◆ WHAT IS REQUIRED ◆
Only one stretch of the data is wanted: the line containing "ctx.stroke(path);", the line containing "[224,564,241,437]", and every line between them, copied exactly.

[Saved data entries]
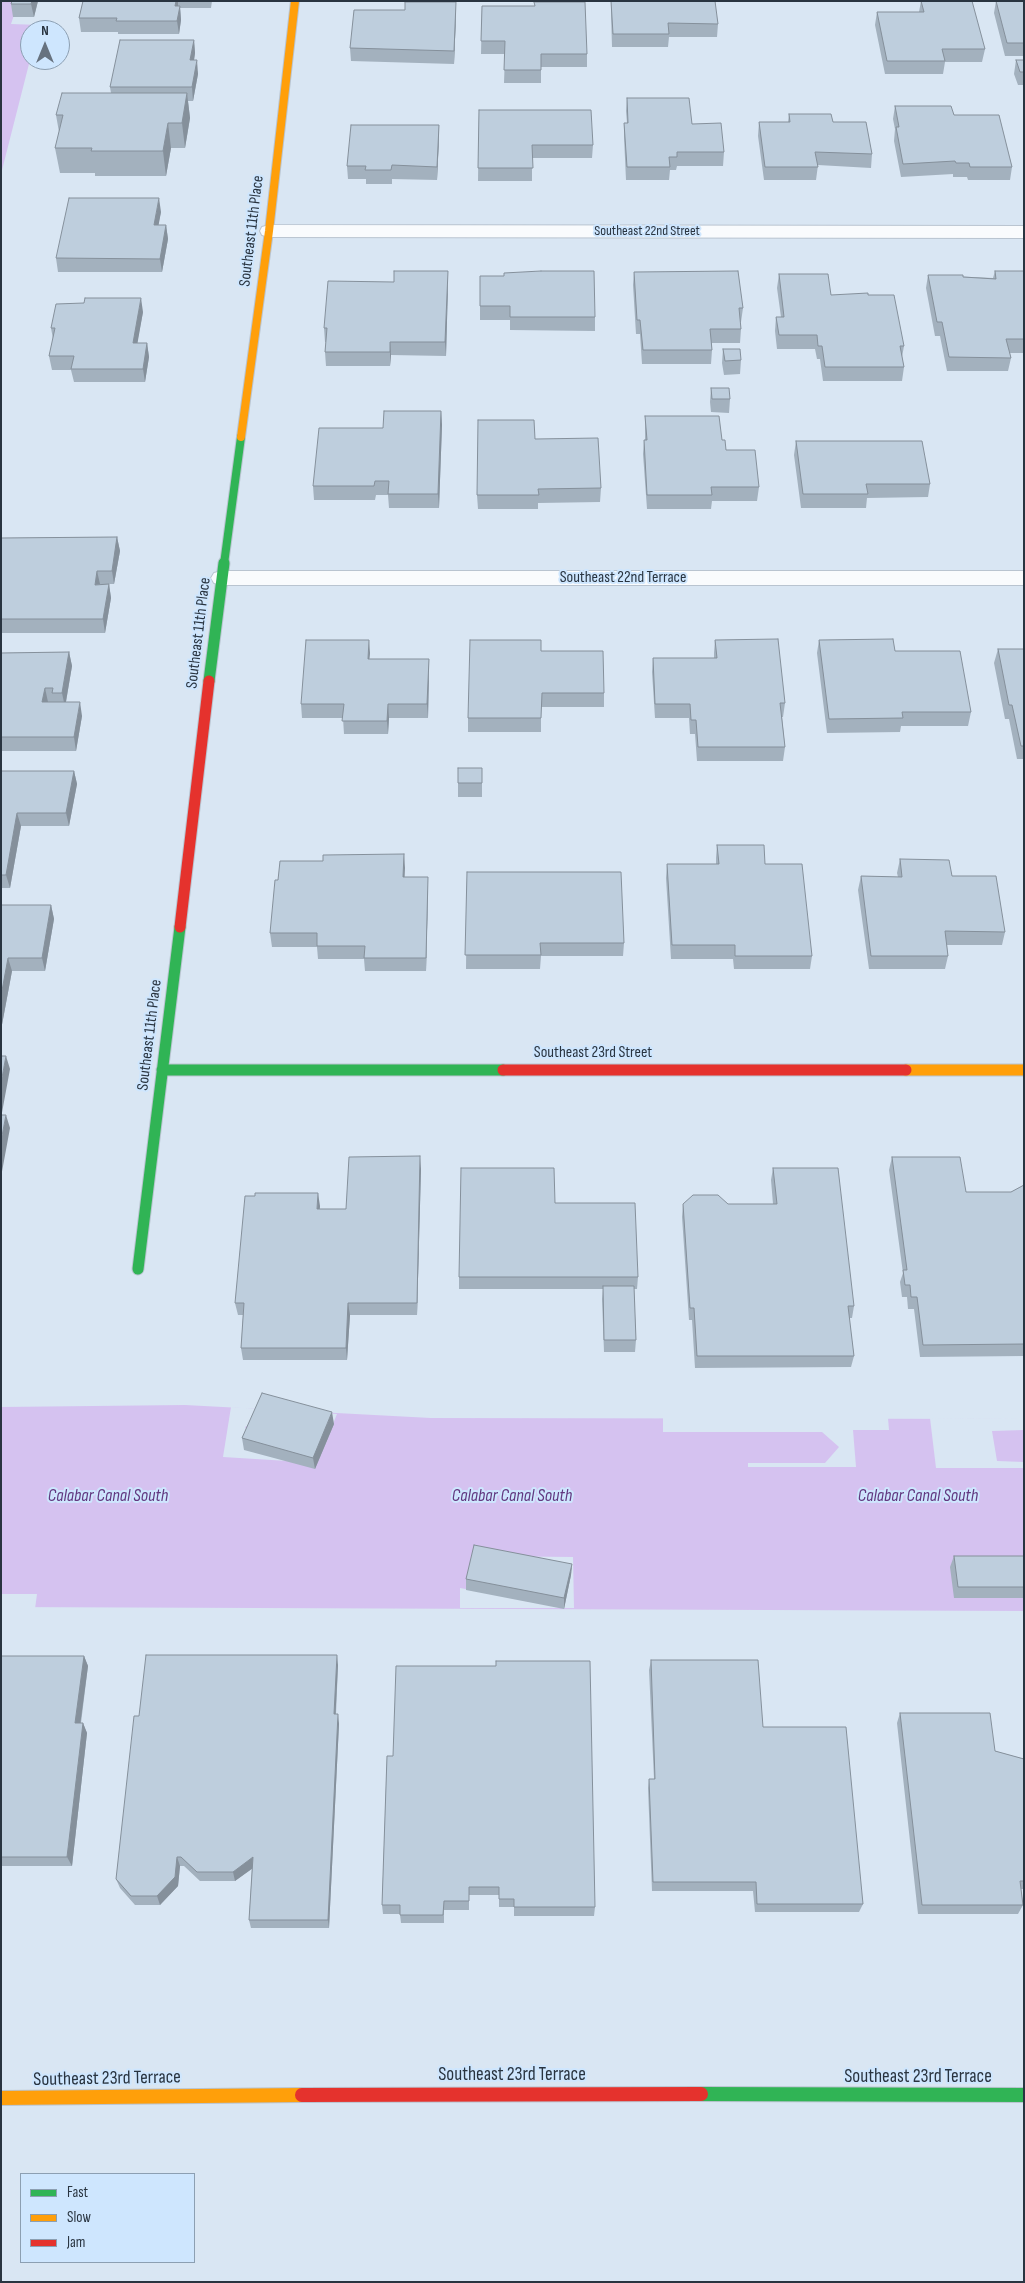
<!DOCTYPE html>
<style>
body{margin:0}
#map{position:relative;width:1025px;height:2283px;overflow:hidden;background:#d9e6f3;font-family:"Sofia Sans Condensed",sans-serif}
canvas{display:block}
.frame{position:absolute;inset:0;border:2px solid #293440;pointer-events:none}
.legend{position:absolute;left:20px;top:2173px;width:175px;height:90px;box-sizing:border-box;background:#cee6fe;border:1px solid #8c9fb2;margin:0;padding:6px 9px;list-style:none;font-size:15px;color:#293440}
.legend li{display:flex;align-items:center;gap:10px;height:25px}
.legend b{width:25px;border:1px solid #8c9fb2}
.north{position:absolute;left:20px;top:20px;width:50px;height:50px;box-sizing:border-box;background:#cee6fe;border:1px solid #8c9fb2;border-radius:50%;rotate:0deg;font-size:14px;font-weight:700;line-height:20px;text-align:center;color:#293440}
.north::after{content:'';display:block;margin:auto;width:18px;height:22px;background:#67727f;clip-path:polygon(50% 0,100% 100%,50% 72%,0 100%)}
</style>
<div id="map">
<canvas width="1025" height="2283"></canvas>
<div class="frame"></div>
<ul class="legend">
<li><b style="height:6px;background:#30b455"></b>Fast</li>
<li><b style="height:6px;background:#ff9f0a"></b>Slow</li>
<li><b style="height:6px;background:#e5322d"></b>Jam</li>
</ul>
<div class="north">N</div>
</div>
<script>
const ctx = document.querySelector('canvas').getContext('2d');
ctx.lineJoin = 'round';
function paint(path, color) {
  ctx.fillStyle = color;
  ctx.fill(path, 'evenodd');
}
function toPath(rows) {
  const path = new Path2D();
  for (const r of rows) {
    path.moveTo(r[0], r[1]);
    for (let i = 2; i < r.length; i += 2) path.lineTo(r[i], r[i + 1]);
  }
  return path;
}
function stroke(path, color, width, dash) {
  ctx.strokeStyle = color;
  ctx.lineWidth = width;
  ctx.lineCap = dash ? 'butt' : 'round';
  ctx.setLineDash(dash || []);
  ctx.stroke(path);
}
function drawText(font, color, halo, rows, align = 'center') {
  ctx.font = font + ' "Sofia Sans Condensed",sans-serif';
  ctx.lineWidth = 4;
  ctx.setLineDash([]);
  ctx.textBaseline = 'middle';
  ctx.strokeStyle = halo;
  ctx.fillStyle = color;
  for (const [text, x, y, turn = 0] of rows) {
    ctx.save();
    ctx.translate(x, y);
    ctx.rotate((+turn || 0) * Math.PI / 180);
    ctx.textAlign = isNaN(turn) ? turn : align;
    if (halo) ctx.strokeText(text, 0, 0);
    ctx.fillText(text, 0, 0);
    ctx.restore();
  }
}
const water = toPath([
 [1,1,46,1,38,30,30,30,30,60,1,174],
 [185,1405,431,1418,1024,1419,1024,1611,1,1607,1,1407]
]);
const pier = toPath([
 [38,1,49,1,40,25,11,24,14,15],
 [231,1407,337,1414,328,1436,263,1417,245,1427,253,1442,304,1462,223,1457],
 [663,1418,888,1418,889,1430,853,1430,856,1467,748,1467,748,1463,825,1463,839,1447,822,1432,663,1432],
 [930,1418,1024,1419,1024,1430,992,1431,997,1461,1024,1462,1024,1468,936,1468],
 [474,1556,573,1557,574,1608,460,1608,460,1588,555,1605],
 [1,1594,37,1594,35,1609,1,1609]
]);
const street = toPath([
 [269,225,1024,226,1024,238,269,237,262,235,260,231,262,227,269,225],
 [222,571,1024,571,1024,585,222,585,214,583,211,578,214,573,222,571]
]);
const fastFar2 = toPath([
 [224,564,241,437]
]);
const fastFar1 = toPath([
 [209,681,224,563],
 [162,1070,503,1070],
 [138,1269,180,927]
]);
const fast = toPath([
 [701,2094,1024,2095]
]);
const slowFar2 = toPath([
 [241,437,269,231,295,1]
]);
const slowFar1 = toPath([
 [906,1070,1024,1070]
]);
const slow = toPath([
 [1,2098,302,2095]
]);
const jamFar1 = toPath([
 [180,927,209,681],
 [503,1070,906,1070]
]);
const jam = toPath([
 [302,2095,701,2094]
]);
const wall = toPath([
 [38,1,34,17,13,17,11,4],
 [83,1,212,1,211,8,180,8,181,20,179,34,118,34,118,32,81,32,79,18],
 [611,1,718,24,717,37,669,37,668,47,612,47,611,13],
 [921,1,985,49,982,62,945,62,943,74,885,74,875,25,877,12,919,12],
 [996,1,1024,1,1024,56,1005,56,994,13],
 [482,6,587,54,587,67,541,67,541,83,504,83,505,54,481,54],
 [456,15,454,64,351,61,350,48],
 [194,40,195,53,194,60,198,74,193,101,188,101,190,118,185,148,171,148,166,176,95,176,95,173,60,173,55,148,59,132,56,115,111,93,110,87],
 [1016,60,1024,60,1024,85,1018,85,1014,74],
 [627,98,692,124,724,152,723,166,677,166,676,170,670,170,669,180,626,180,624,137,624,123,627,123,626,111],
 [895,106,954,115,1012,167,1010,180,968,180,967,177,953,177,953,174,901,177,894,141,895,129,893,119],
 [479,110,593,145,592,158,532,158,532,181,478,181],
 [789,114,833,122,872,154,871,168,818,165,816,180,764,180,758,136,759,122,788,122],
 [439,125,439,138,437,180,392,179,392,184,366,184,366,179,348,179,347,166],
 [161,212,158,225,166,225,168,239,162,272,58,272,56,258],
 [995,271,1024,271,1024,353,1010,353,1011,358,1008,371,947,371,940,336,935,336,926,288,928,275,993,278],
 [634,272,743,308,741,322,740,322,741,329,740,343,712,343,712,350,711,364,642,364,640,334,636,334,633,285],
 [779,274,831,295,868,295,904,346,902,357,904,367,902,381,823,381,820,359,817,359,815,349,777,349,775,331,776,317,781,317,777,288],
 [480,276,595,317,595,331,510,330,510,320,480,320],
 [448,285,446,356,391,355,390,366,326,366,325,352,326,342,325,342,324,328],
 [143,312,137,343,147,343,149,357,145,382,74,382,71,370,52,370,49,356,53,339,51,328],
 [723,349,741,360,740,374,724,375,722,363],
 [711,388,730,399,729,413,711,412,710,402],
 [441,411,442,425,439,508,389,508,388,495,376,495,375,500,314,500,313,486,383,428],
 [645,416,722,440,726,450,759,487,757,501,712,501,711,509,647,509,643,454,644,440,645,440],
 [535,439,601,488,600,502,538,503,538,509,478,509,477,495],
 [796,441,930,484,928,497,867,498,866,508,801,508,794,455],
 [117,537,120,551,114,584,109,584,111,598,105,633,1,633,1,538],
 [715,640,785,703,783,717,782,717,785,747,783,761,697,761,695,734,690,734,689,718,655,718,652,672,653,658,714,658,714,653],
 [819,640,895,651,971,712,968,726,901,726,900,732,827,733,817,653],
 [998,649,1024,649,1024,759,1017,759,1009,719,1005,719,994,663],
 [541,651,604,693,604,707,541,707,541,732,468,732,468,718],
 [69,652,72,666,66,702,82,716,76,751,1,751,1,653],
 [370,653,369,659,429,659,429,672,428,718,389,718,388,734,344,734,343,718,302,718,301,704],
 [482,768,482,797,458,797,458,783],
 [1,771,74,771,77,784,69,826,21,826,10,888,1,888],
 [717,845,765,864,812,956,810,969,734,969,733,959,671,959,666,878,667,864,716,864,716,858],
 [404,854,404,877,428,891,426,971,365,971,364,959,318,959,317,947,272,947,270,933,278,880,323,861],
 [900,859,952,876,1005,932,1002,945,947,945,948,956,945,969,869,969,858,890,861,876,898,877,897,873],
 [467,872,624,943,623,956,541,956,540,969,466,969],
 [1,905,51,905,54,919,45,971,12,971,1,1030],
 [892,1157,966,1192,1011,1192,1024,1185,1024,1356,920,1357,914,1309,908,1309,907,1297,902,1297,900,1282,903,1273,889,1170],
 [773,1168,854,1306,852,1318,849,1318,854,1356,851,1367,695,1368,692,1320,689,1320,682,1217,683,1204,773,1204,771,1180],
 [421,1169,417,1315,350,1315,347,1360,243,1360,241,1348,243,1315,238,1315,235,1303,320,1206,319,1209,346,1209],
 [555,1203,638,1277,637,1289,634,1289,636,1340,635,1352,604,1352,602,1299,603,1289,459,1289,459,1277],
 [334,1424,315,1469,244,1450,242,1438],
 [954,1556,1024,1556,1024,1598,954,1598,950,1567],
 [572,1564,571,1575,564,1609,466,1590,466,1579],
 [1,1656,84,1656,88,1666,81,1723,83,1723,87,1733,72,1866,1,1866],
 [651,1660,763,1727,863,1904,859,1912,755,1912,753,1891,652,1891,648,1788,649,1779,654,1779,649,1670],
 [338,1665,336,1714,339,1724,329,1928,251,1928,249,1920,252,1868,235,1881,200,1881,184,1866,180,1866,178,1886,160,1905,135,1905,120,1888,116,1879,139,1716],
 [900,1713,995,1751,1024,1759,1024,1889,1021,1889,1023,1905,1018,1914,918,1914,897,1723],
 [387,1756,595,1907,594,1916,514,1916,514,1907,499,1907,499,1895,469,1895,469,1910,444,1910,444,1923,401,1923,400,1914,383,1914,382,1905]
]);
const shadedWall = toPath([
 [32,1,38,1,34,17,31,4],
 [176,1,178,1,178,8,175,6],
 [456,2,456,15,454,64,454,51],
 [180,6,181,20,179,34,177,21],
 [194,40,195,53,192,74,190,60],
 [197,60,198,74,193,101,192,87],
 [187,93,190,118,185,148,182,123],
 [168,123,171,148,166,176,163,151],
 [439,125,439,138,437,180,437,167],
 [159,198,161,212,156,239,154,225],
 [166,225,168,239,162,272,160,259],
 [448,271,448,285,446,356,445,342],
 [141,298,143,312,135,357,133,343],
 [390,342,391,355,390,366],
 [147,343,149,357,145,382,143,369],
 [441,411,442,425,439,508,438,494],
 [117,537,120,551,114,584,112,571],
 [97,571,100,584,95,585],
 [109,584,111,598,105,633,103,619],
 [369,640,370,653,368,672,368,659],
 [69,652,72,666,65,707,62,693],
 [429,659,429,672,428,718,427,704],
 [45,688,48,702,45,716,42,702],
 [80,702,82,716,76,751,74,737],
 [388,704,389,718,388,734,387,721],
 [74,771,77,784,69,826,66,813],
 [17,813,21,826,10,888,6,875],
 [404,854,405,868,404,891,403,877],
 [428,877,428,891,426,971,426,958],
 [51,905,54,919,45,971,42,958],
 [8,958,12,971,1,1030,1,996],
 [6,1056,10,1069,1,1118,1,1083],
 [6,1115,10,1128,1,1177,1,1141],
 [420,1156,421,1169,417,1315,417,1303],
 [318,1193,320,1206,319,1221,317,1209],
 [348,1303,350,1315,347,1360,346,1348],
 [332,1412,334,1424,315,1469,313,1458],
 [572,1564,571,1575,564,1609,564,1598],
 [337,1655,338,1665,335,1724,334,1714],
 [84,1656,88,1666,79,1733,75,1723],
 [338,1714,339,1724,329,1928,328,1920],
 [83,1723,87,1733,72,1866,67,1857],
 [177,1857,180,1866,178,1886,160,1905,157,1896],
 [253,1857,256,1866,235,1881,233,1872]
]);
const building = toPath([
 [12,1,32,1,31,4,11,4,12,1],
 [83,1,176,1,175,6,180,6,177,21,116,21,117,18,79,18,83,1],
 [611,1,715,1,718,24,668,23,669,34,613,34,611,1],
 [921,1,972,1,985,49,942,49,945,61,887,61,877,12,924,12,921,1],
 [996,1,1024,1,1024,43,1007,43,996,1],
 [405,2,456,2,454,51,350,48,354,10,405,10,405,2],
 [534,2,585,2,587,54,541,54,541,70,504,70,505,41,481,41,482,6,535,6,534,2],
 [120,40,194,40,190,60,197,60,192,87,110,87,120,40],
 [1016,60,1024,60,1024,72,1020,72,1016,60],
 [62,93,187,93,182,123,168,123,163,151,91,151,92,148,55,148,63,115,56,115,62,93],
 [627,98,689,98,692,124,721,123,724,152,677,152,677,157,669,157,670,167,627,167,624,123,628,123,627,98],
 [895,106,951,106,954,115,999,115,1012,167,970,167,969,163,956,163,955,161,903,164,896,127,899,127,895,106],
 [479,110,591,110,593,145,532,145,533,168,478,168,479,110],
 [789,114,831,114,833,122,866,122,872,154,815,152,818,167,765,167,759,122,790,122,789,114],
 [351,125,439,125,437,167,392,165,391,170,365,170,366,166,347,166,351,125],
 [69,198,159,198,154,225,166,225,160,259,56,258,69,198],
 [394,271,448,271,445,342,390,342,390,352,325,352,327,328,324,328,328,281,394,282,394,271],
 [541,271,594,271,595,317,510,317,510,306,480,306,480,276,504,276,504,273,541,271],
 [738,271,743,308,739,308,741,329,710,329,712,350,643,350,640,320,637,320,634,272,738,271],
 [995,271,1024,271,1024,339,1006,339,1011,358,949,357,942,322,937,322,928,275,963,275,963,277,996,279,995,271],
 [779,274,828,274,831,295,868,293,868,295,894,295,904,346,900,346,904,367,825,367,822,346,818,346,817,335,779,335,776,317,784,317,779,274],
 [85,298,141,298,133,343,147,343,143,369,71,369,74,356,49,356,55,328,51,328,56,304,84,303,85,298],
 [723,349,740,349,741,360,725,361,723,349],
 [711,388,729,388,730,399,712,399,711,388],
 [384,411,441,411,438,494,388,494,389,481,375,481,374,486,313,486,319,428,383,428,384,411],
 [645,416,719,416,722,440,725,440,726,450,755,450,759,487,711,487,712,495,647,495,644,440,647,440,645,416],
 [478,420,534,420,535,439,598,438,601,488,538,489,539,495,477,495,478,420],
 [796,441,922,441,930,484,866,484,868,494,803,494,796,441],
 [117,537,112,571,97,571,95,585,109,584,103,619,1,619,1,538,117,537],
 [778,639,785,703,780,703,785,747,698,747,696,720,691,720,690,704,655,704,653,658,717,658,715,640,778,639],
 [893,639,895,651,960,651,971,712,902,712,903,718,829,719,819,640,893,639],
 [306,640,369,640,368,659,429,659,427,704,388,704,387,721,342,721,344,704,301,704,306,640],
 [470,640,541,640,541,651,603,651,604,693,542,693,541,718,468,718,470,640],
 [998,649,1024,649,1024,746,1021,746,1012,705,1009,705,998,649],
 [69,652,62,693,52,693,53,688,45,688,42,702,80,702,74,737,1,737,1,653,69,652],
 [458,768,482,768,482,783,458,783,458,768],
 [1,771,74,771,66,813,17,813,6,875,1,875,1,771],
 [717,845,764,845,765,864,802,864,812,956,735,956,735,945,672,945,667,864,719,864,717,845],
 [404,854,403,877,428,877,426,958,364,958,365,946,317,946,317,933,270,933,275,880,278,880,280,861,323,861,323,855,404,854],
 [900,859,949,860,952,876,996,876,1005,932,945,931,948,956,871,956,861,876,902,877,900,859],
 [467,872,621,872,624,943,540,943,541,955,465,955,467,872],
 [1,905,51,905,42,958,8,958,1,996,1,905],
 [1,1056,6,1056,1,1083,1,1056],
 [1,1115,6,1115,1,1141,1,1115],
 [420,1156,417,1303,348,1303,346,1348,241,1348,244,1303,235,1303,245,1196,255,1196,255,1193,318,1193,317,1209,346,1209,349,1157,420,1156],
 [892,1157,960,1157,966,1192,1011,1192,1024,1185,1024,1344,923,1345,917,1297,911,1297,910,1285,905,1285,903,1270,907,1270,892,1157],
 [461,1168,554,1168,555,1203,635,1203,638,1277,459,1277,461,1168],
 [773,1168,838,1168,854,1306,848,1306,854,1356,697,1356,694,1308,690,1308,683,1204,693,1195,718,1195,728,1204,777,1204,773,1168],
 [603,1286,634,1286,636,1340,604,1340,603,1286],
 [262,1393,332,1412,313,1458,242,1438,262,1393],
 [474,1545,572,1564,564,1598,466,1579,474,1545],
 [954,1556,1024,1556,1024,1587,958,1587,954,1556],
 [146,1655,337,1655,334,1714,338,1714,328,1920,249,1920,253,1857,233,1872,197,1872,181,1857,177,1857,175,1877,157,1896,131,1896,116,1879,134,1716,139,1716,146,1655],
 [1,1656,84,1656,75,1723,83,1723,67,1857,1,1857,1,1656],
 [651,1660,758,1660,763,1727,846,1727,863,1904,757,1904,756,1882,653,1882,649,1779,655,1779,651,1660],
 [496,1661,590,1661,595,1907,514,1907,514,1899,499,1899,499,1887,469,1887,469,1901,444,1901,443,1915,400,1915,400,1905,382,1905,387,1756,393,1756,396,1666,496,1666,496,1661],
 [900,1713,990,1713,995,1751,1024,1759,1024,1881,1020,1881,1023,1905,922,1905,900,1713]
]);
const farStreetnames = [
 ["Southeast 22nd Street",647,231]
];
const streetNames = [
 ["Southeast 11th Place",252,231,-83],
 ["Southeast 22nd Terrace",623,578],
 ["Southeast 11th Place",199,633,-83],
 ["Southeast 11th Place",150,1035,-83],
 ["Southeast 23rd Street",593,1053]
];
const waterNames = [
 ["Calabar Canal South",108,1496],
 ["Calabar Canal South",512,1496],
 ["Calabar Canal South",918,1496]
];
const nearStreetnames = [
 ["Southeast 23rd Terrace",512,2075],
 ["Southeast 23rd Terrace",918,2077],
 ["Southeast 23rd Terrace",107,2079,-1]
];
paint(water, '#d5c2f0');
paint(pier, '#d9e6f3');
stroke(street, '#b9c4d0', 2);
stroke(fastFar2, '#b9c4d0', 10);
stroke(fastFar1, '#b9c4d0', 13);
stroke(fast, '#b9c4d0', 16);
stroke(slowFar2, '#b9c4d0', 10);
stroke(slowFar1, '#b9c4d0', 13);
stroke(slow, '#b9c4d0', 16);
stroke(jamFar1, '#b9c4d0', 13);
stroke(jam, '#b9c4d0', 16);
paint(street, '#f9fbfd');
stroke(fastFar2, '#30b455', 8);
stroke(fastFar1, '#30b455', 11);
stroke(fast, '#30b455', 14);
stroke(slowFar2, '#ff9f0a', 8);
stroke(slowFar1, '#ff9f0a', 11);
stroke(slow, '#ff9f0a', 14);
stroke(jamFar1, '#e5322d', 11);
stroke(jam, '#e5322d', 14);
paint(wall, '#a3b1be');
paint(shadedWall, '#85909b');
paint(building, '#becedd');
stroke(building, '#85909b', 1);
drawText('14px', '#293440', '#cee6fe', farStreetnames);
drawText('16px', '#293440', '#cee6fe', streetNames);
drawText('italic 18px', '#623880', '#cee6fe', waterNames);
drawText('19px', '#293440', '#cee6fe', nearStreetnames);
</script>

◆ TASK ANSWER ◆
  ctx.stroke(path);
}
function drawText(font, color, halo, rows, align = 'center') {
  ctx.font = font + ' "Sofia Sans Condensed",sans-serif';
  ctx.lineWidth = 4;
  ctx.setLineDash([]);
  ctx.textBaseline = 'middle';
  ctx.strokeStyle = halo;
  ctx.fillStyle = color;
  for (const [text, x, y, turn = 0] of rows) {
    ctx.save();
    ctx.translate(x, y);
    ctx.rotate((+turn || 0) * Math.PI / 180);
    ctx.textAlign = isNaN(turn) ? turn : align;
    if (halo) ctx.strokeText(text, 0, 0);
    ctx.fillText(text, 0, 0);
    ctx.restore();
  }
}
const water = toPath([
 [1,1,46,1,38,30,30,30,30,60,1,174],
 [185,1405,431,1418,1024,1419,1024,1611,1,1607,1,1407]
]);
const pier = toPath([
 [38,1,49,1,40,25,11,24,14,15],
 [231,1407,337,1414,328,1436,263,1417,245,1427,253,1442,304,1462,223,1457],
 [663,1418,888,1418,889,1430,853,1430,856,1467,748,1467,748,1463,825,1463,839,1447,822,1432,663,1432],
 [930,1418,1024,1419,1024,1430,992,1431,997,1461,1024,1462,1024,1468,936,1468],
 [474,1556,573,1557,574,1608,460,1608,460,1588,555,1605],
 [1,1594,37,1594,35,1609,1,1609]
]);
const street = toPath([
 [269,225,1024,226,1024,238,269,237,262,235,260,231,262,227,269,225],
 [222,571,1024,571,1024,585,222,585,214,583,211,578,214,573,222,571]
]);
const fastFar2 = toPath([
 [224,564,241,437]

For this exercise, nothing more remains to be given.